I’d like to say last week was an unprecedented week of losses in the metastatic breast cancer community, but I’d be lying. We have been rolled by these waves before. And god knows we will continue to see our friends die until science catches up with cancer, that wily beast.
Science is not there yet. Cancer is not yet a chronic condition like diabetes or heart disease or even HIV. Friends whose disease looked just like mine on paper didn’t respond at all to the same drugs that seem to be keeping cancer at bay for me. When I asked one researcher why that is, she said, “We’re still trying to figure that out.”

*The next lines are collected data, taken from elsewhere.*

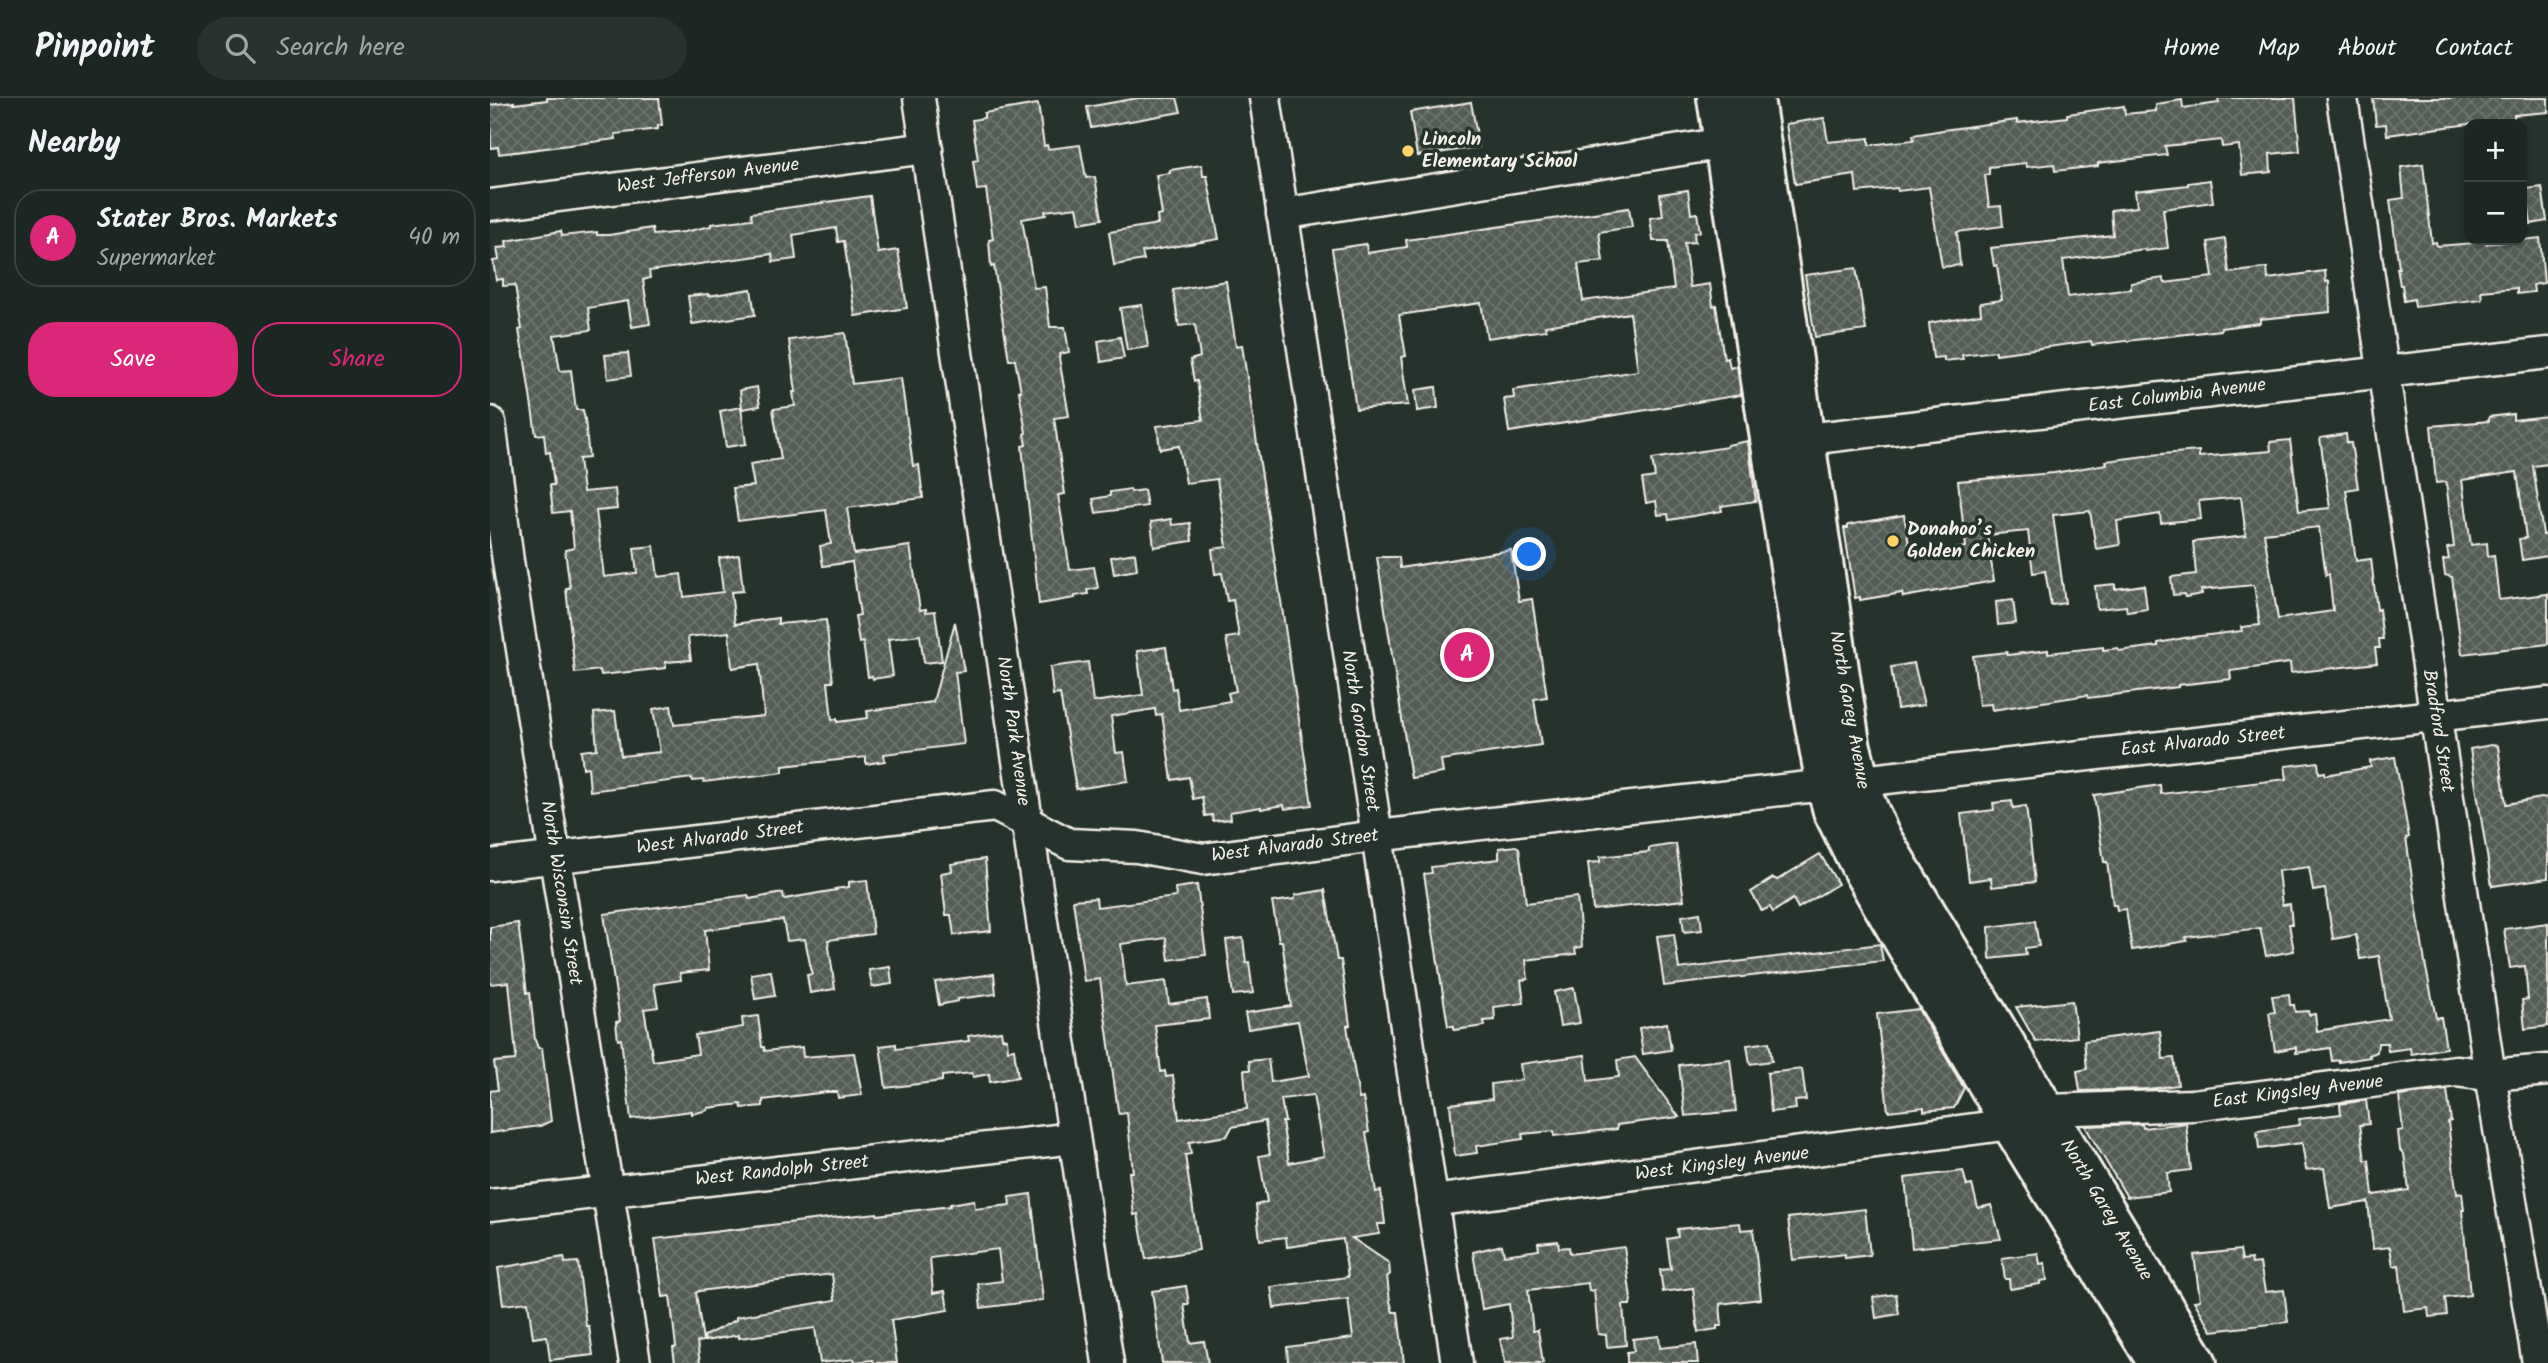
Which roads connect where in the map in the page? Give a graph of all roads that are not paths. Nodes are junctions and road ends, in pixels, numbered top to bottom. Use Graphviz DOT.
graph roads {
  1 [pos="919,98"];
  2 [pos="1265,98"];
  3 [pos="1755,98"];
  4 [pos="2342,98"];
  5 [pos="1723,99"];
  6 [pos="1761,138"];
  7 [pos="1724,143"];
  8 [pos="927,148"];
  9 [pos="490,205"];
  10 [pos="1282,214"];
  11 [pos="2548,353"];
  12 [pos="2384,372"];
  13 [pos="490,422"];
  14 [pos="1807,439"];
  15 [pos="499,562"];
  16 [pos="2548,703"];
  17 [pos="2435,715"];
  18 [pos="1842,784"];
  19 [pos="1027,822"];
  20 [pos="1376,836"];
  21 [pos="556,857"];
  22 [pos="490,865"];
  23 [pos="1953,1026"];
  24 [pos="2548,1070"];
  25 [pos="2490,1075"];
  26 [pos="2047,1110"];
  27 [pos="2011,1124"];
  28 [pos="1074,1138"];
  29 [pos="607,1190"];
  30 [pos="1432,1201"];
  31 [pos="490,1205"];
  32 [pos="635,1363"];
  33 [pos="1108,1363"];
  34 [pos="1457,1363"];
  35 [pos="2158,1363"];
  36 [pos="2197,1363"];
  37 [pos="2538,1363"];
  1 -- 8 [label="street, North Park Avenue"];
  2 -- 10 [label="street, North Gordon Street"];
  3 -- 6 [label="main road, North Garey Avenue"];
  4 -- 12 [label="street, Bradford Street"];
  5 -- 7 [label="main road, North Garey Avenue"];
  6 -- 7 [label="street"];
  6 -- 14 [label="main road, North Garey Avenue"];
  7 -- 10 [label="street"];
  7 -- 18 [label="main road, North Garey Avenue"];
  8 -- 9 [label="street, West Jefferson Avenue"];
  8 -- 19 [label="street, North Park Avenue"];
  10 -- 20 [label="street, North Gordon Street"];
  11 -- 12 [label="street, East Columbia Avenue"];
  12 -- 14 [label="street, East Columbia Avenue"];
  12 -- 17 [label="street, Bradford Street"];
  13 -- 15 [label="street, North Wisconsin Street"];
  14 -- 18 [label="main road, North Garey Avenue"];
  15 -- 21 [label="street, North Wisconsin Street"];
  16 -- 17 [label="street, East Alvarado Street"];
  17 -- 18 [label="street, East Alvarado Street"];
  17 -- 25 [label="street, Bradford Street"];
  18 -- 20 [label="street, West Alvarado Street"];
  18 -- 23 [label="main road, North Garey Avenue"];
  18 -- 26 [label="main road, North Garey Avenue"];
  19 -- 20 [label="street, West Alvarado Street"];
  19 -- 21 [label="street, West Alvarado Street"];
  19 -- 28 [label="street, North Park Avenue"];
  20 -- 30 [label="street, North Gordon Street"];
  21 -- 22 [label="street, West Alvarado Street"];
  21 -- 29 [label="street, North Wisconsin Street"];
  23 -- 26 [label="street"];
  23 -- 27 [label="main road, North Garey Avenue"];
  24 -- 25 [label="street, East Kingsley Avenue"];
  25 -- 26 [label="street, East Kingsley Avenue"];
  25 -- 37 [label="street, Bradford Street"];
  26 -- 36 [label="main road, North Garey Avenue"];
  27 -- 30 [label="street, West Kingsley Avenue"];
  27 -- 35 [label="main road, North Garey Avenue"];
  28 -- 29 [label="street, West Randolph Street"];
  28 -- 33 [label="street, North Park Avenue"];
  29 -- 31 [label="street, West Randolph Street"];
  29 -- 32 [label="street, North Wisconsin Street"];
  30 -- 34 [label="street, North Gordon Street"];
}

I am one of the lucky few, for now. I am an outlier. I have had no evidence of cancer for more than 2.5 years, since six months after I started a targeted antibody-drug conjugate that goes after cancer but leaves the rest of me relatively unscathed. I am so grateful to science for that. I still don’t have any eyebrows or energy most days, and my chemobrain lingers years after Taxotere and Carboplatin. But I am not dying of cancer at this moment.
I have been to friends’ funerals, taken lasagna to a grieving widower and his preschool-aged children, had what I’ve known will be the last conversation with a friend (but held it together until we hung up and then cried my eyes out), and I’ve hugged a powerful force of a woman only to have her be gone the next season. I know firsthand how short life can be. There are dozens of holes in my heart.
I fill these holes by throwing myself into life with my little family, by writing, by advocating and participating in the greater metastatic community, by adopting a puppy when what I really want (but can’t have and don’t have the energy for because of cancer treatments) is another baby. Then I get short-circuited because of exhaustion and grief, and snap at the dog for not getting back inside fast enough after I’ve let her out to pee. It is 90 degrees out at 7pm, the mosquitos are active, and I’m tired of standing at the door, waiting.
I have more anxiety than I know what to do with. I am angry. It is not the dog’s fault.
I feel guilty for being alive, for making it. Have I made it? I will know when I die of something else. I try to channel this strange mix of guilt and gratitude into action. Can one voice make a difference? Can mine?
I try to live in the present and not take for granted that I get to parent a frequently cranky almost-kindergartner. I get to plan meals and subscribe to magazines without too much fear that I won’t be around for the entire twelve month period. I get to think about summer vacations and attend my 20-year high school reunion this year. (I still cannot find it in me to appreciate getting to do laundry.)
It is an odd place to be, having been diagnosed with a disease that typically kills in less than three years and then faring remarkably well. I am always waiting for the other shoe to drop, not sure when my luck might run out. At the same time, I wake up in awe of the fact that I am still alive nearly five years after my diagnosis. As Mary Elizabeth Williams put it in her memoir on surviving metastatic melanoma, A Series of Catastrophes & Miracles, “This is the cruel reality of successful cancer treatment. You want so much for everybody to get what you got, and for it to work like it did on you, but that’s not how it happens. Instead, getting better often feels as random as getting sick was.”
I want this “getting better” kind of outcome for everyone.
Instead, my chest aches for the 41,000 men and women who will die of breast cancer this year in the U.S. alone. How do we begin to quantify this number in ways that will express our urgency? 112 every day. Approximately 194,750 since my diagnosis.
I am furious about my friends who’ve died too young. I am scared, too, for all of us diagnosed with late-stage cancer. In the back of my mind looms the shadow of this beast, and the burden we all carry because of it, until the science catches up, until our friends stop dying.